Als dan de kudde verhit werd bij de roeden, zo lammerde de kudde gesprenkelde, gespikkelde, en geplekte.
40 The rams also, did Jacob separate, and then set the faces of the flocks towards the ring-straked and all the dark-coloured, among the flocks of Laban, —and he put his own droves by themselves, and put them not with the flocks of Laban.
Toen scheidde Jakob de lammeren, en hij wendde het gezicht der kudde op het gesprenkelde, en al het bruine onder Labans kudde; en hij stelde zijn kudden alleen, en hij zette ze niet bij de kudde van Laban.

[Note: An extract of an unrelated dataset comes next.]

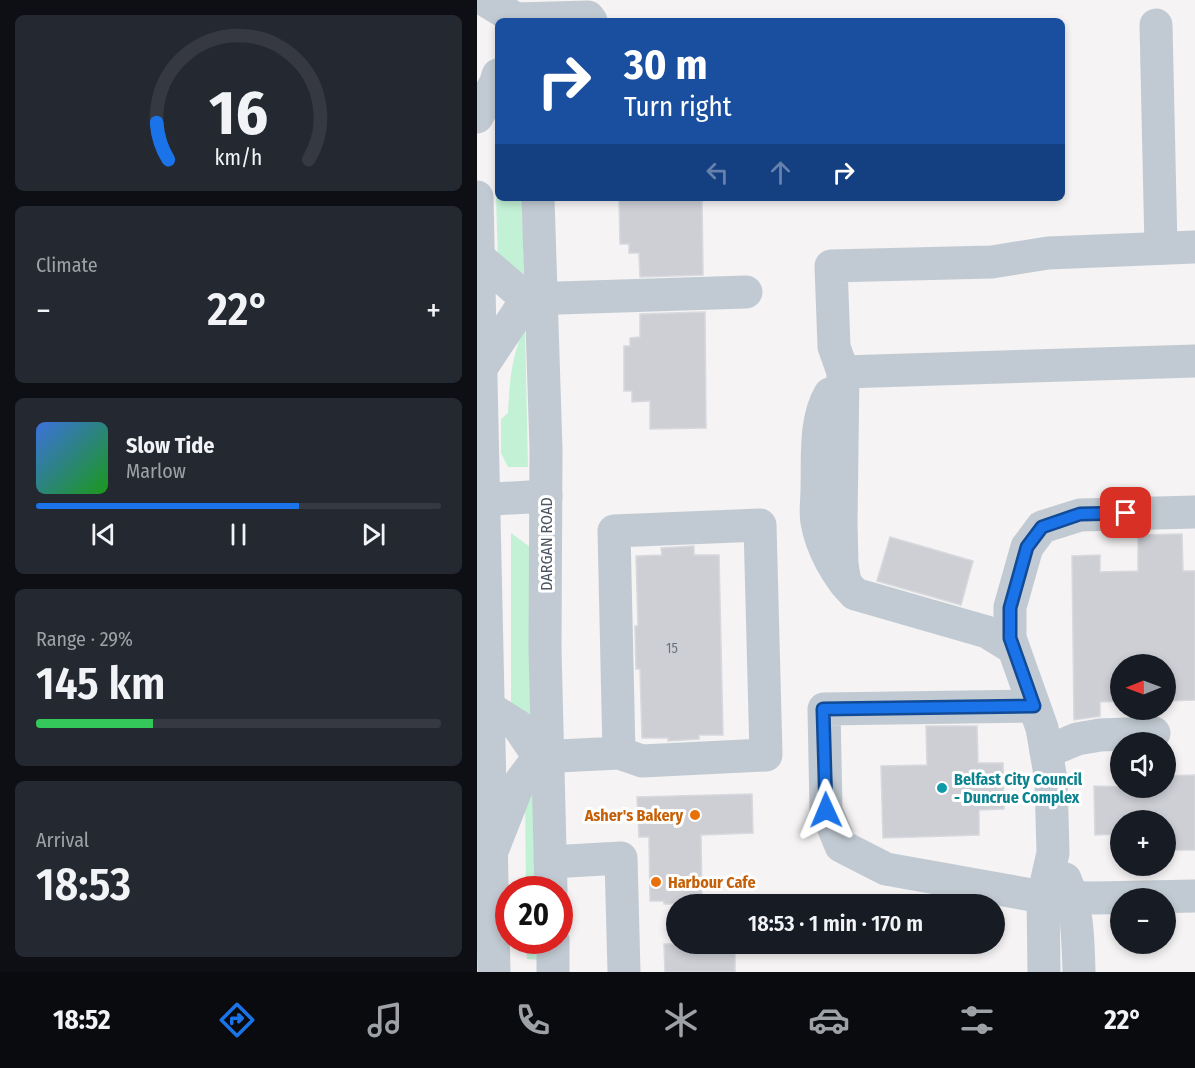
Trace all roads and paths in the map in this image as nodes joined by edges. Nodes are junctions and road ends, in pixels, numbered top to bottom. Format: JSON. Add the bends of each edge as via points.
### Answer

41 So it came to pass whensoever the stronger of the flocks were in heat, that Jacob set the rods before the eyes of the flocks in the channels, —that the females might be in heat among the rods;
En het geschiedde, telkens als de kudde der vroegelingen verhit werd, zo stelde Jakob de roeden voor de ogen der kudde in de goten, opdat zij hittig werden bij de roeden.
42 but, when the flocks were late in bearing, he did not set them, —and so the late-born were Laban’s, but the strong ones Jacob’s.
Maar als de kudde spade hittig werd, zo stelde hij ze niet, zodat de spadelingen Laban, en de vroegelingen Jakob toekwamen.
43 Thus did the man break forth, exceedingly, —thus came he to have flocks in abundance, and maid-servants, and men-servants and camels and asses.
En die man brak gans zeer uit in menigte, en hij had vele kudden, en dienstmaagden, en dienstknechten, en kemelen, en ezelen.